Erythropoiesis stimulating agent administration improves survival after severe traumatic brain injury: a matched case control study.
Author(s): Talving P, Lustenberger T, Kobayashi L, Inaba K, Barmparas G, Schnuriger B, Lam L, Chan LS, Demetriades D
Affiliation(s): University of Southern California-Keck School of Medicine, Department of Surgery-Division of Acute Care Surgery (Emergency Surgery, Trauma, and Surgical Critical Care), Los Angeles County General Hospital (LAC + USC), 1200 North State St, C4E100, Los Angeles, CA 90033, USA. firstname.lastname@example.org
Publication date & source: 2010-01, Ann Surg., 251(1):1-4.

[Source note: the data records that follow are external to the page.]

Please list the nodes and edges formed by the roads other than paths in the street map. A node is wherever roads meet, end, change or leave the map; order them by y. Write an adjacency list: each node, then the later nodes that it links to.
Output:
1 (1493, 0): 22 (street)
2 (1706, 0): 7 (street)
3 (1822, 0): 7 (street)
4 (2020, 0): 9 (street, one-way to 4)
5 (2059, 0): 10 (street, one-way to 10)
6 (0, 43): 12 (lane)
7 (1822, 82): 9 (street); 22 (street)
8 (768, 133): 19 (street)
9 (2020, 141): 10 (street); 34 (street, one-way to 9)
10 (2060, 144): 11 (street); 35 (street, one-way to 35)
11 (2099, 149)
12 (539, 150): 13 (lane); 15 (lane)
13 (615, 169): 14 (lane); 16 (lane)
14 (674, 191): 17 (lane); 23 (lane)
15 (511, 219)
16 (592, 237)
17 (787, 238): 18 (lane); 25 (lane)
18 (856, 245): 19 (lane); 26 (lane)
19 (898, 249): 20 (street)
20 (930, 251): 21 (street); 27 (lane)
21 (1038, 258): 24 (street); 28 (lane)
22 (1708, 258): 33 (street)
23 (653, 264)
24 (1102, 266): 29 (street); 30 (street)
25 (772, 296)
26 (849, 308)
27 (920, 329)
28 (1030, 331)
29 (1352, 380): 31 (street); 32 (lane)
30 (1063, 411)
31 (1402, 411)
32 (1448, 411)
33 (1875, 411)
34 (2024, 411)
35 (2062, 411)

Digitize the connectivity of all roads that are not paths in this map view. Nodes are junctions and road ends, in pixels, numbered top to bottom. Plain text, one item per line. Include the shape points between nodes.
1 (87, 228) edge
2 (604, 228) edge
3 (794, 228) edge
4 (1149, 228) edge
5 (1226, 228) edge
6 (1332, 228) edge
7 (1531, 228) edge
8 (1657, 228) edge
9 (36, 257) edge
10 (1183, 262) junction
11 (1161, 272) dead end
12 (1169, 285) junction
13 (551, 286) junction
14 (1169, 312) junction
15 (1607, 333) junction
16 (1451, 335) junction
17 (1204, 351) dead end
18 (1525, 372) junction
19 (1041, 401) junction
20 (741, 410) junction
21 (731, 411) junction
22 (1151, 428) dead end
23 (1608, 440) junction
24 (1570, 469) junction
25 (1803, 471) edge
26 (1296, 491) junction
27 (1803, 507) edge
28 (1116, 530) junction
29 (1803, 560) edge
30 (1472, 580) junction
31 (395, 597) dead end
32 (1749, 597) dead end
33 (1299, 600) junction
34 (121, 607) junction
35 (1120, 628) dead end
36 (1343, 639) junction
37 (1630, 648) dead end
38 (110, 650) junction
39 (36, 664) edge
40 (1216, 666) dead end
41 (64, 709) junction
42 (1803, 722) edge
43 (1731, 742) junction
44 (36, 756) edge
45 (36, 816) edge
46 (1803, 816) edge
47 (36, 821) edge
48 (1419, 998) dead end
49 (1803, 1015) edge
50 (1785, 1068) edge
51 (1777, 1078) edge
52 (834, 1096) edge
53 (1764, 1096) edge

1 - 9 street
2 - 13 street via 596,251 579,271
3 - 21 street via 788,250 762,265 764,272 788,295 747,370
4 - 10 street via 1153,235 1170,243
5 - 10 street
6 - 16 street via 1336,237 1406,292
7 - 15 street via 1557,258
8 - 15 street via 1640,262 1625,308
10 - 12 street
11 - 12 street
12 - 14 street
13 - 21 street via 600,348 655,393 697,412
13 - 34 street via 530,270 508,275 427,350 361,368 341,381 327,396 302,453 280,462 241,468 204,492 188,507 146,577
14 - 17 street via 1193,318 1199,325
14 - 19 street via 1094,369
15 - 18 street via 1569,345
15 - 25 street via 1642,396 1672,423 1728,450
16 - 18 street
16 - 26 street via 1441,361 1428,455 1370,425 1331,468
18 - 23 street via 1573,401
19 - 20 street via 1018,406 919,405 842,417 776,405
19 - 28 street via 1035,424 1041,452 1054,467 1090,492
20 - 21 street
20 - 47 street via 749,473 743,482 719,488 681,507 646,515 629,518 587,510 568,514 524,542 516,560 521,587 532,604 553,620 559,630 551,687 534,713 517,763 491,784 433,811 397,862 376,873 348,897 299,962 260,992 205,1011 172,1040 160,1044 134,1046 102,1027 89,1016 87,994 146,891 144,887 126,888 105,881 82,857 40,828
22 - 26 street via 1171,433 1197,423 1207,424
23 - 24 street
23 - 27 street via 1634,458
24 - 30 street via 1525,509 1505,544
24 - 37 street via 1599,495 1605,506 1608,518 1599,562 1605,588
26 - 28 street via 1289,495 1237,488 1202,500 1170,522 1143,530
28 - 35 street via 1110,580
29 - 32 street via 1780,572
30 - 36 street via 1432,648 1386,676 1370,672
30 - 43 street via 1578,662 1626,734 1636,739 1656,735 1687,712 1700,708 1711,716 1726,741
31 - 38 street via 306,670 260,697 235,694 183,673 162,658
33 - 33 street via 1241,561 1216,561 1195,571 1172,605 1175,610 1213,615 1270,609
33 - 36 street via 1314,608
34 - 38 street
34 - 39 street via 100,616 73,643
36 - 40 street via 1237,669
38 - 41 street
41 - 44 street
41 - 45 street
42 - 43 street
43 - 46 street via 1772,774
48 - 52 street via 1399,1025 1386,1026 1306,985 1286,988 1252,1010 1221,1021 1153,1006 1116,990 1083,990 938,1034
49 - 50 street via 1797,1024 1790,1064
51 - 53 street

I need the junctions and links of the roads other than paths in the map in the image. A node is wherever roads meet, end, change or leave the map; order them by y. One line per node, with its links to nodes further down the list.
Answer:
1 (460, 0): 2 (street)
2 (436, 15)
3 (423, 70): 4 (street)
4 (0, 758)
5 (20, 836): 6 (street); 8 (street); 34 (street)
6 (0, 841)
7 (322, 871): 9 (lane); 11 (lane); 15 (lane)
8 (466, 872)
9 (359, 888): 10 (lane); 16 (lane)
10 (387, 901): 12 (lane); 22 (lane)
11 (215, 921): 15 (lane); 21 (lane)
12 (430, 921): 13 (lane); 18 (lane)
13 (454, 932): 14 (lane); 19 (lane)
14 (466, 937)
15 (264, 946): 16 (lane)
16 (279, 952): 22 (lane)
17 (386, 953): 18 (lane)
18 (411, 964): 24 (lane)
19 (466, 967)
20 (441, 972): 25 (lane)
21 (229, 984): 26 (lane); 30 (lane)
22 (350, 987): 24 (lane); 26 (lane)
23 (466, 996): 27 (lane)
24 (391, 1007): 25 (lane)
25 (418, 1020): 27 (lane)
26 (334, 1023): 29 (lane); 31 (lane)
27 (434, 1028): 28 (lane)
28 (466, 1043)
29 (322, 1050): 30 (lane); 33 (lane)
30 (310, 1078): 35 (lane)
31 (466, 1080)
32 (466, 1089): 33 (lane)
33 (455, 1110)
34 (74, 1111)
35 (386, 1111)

Publication type: Randomized Controlled Trial
OBJECTIVE: Erythropoiesis stimulating agent (ESA) administration may reduce mortality in severe traumatic brain injury (sTBI). SUMMARY BACKGROUND DATA: It has been established that the administration of ESA in critically ill trauma victims has been associated with improved outcomes. Recent experimental and clinical data showed neuroprotective effects of ESA, however, the literature regarding impact on outcome in sTBI is lacking. METHODS:: A retrospective matched case control study in patients with sTBI [head Abbreviated Injury Scale (AIS), >or=3] receiving ESA while in the surgical intensive care unit from January 1, 1996 to December 31, 2007 (n = 89), were matched 1 to 2 (n = 178) by age, gender, mechanism of injury, Glasgow Coma Scale, presence of hypotension on admission, Injury Severity Score, AIS for all body regions, and presence of anemia with patients who did not receive the agent. Each case's controls were chosen to have surgical intensive care unit length of stay more than or equal to the time from admission to first dose of ESA. The primary outcome measure in this study was mortality. RESULTS: Cases and controls had similar age, gender, mechanisms of injury, incidence of hypotension, Glasgow Coma Scale on admission, Injury Severity Score, and AIS for all body regions. Although the ESA+ patients experienced protracted hospital length of stay and comparable surgical intensive care unit free days, they demonstrated a significantly lower in-hospital mortality in comparison to controls at 7.9% versus 24.2%, respectively (OR: 0.27; 95% CI = 0.12-0.62; P = 0.001). CONCLUSIONS: Erythropoiesis stimulating agent administration in sTBI is associated with a significant in-hospital survival advantage without increase in morbidity. Prospective validation of our findings is warranted.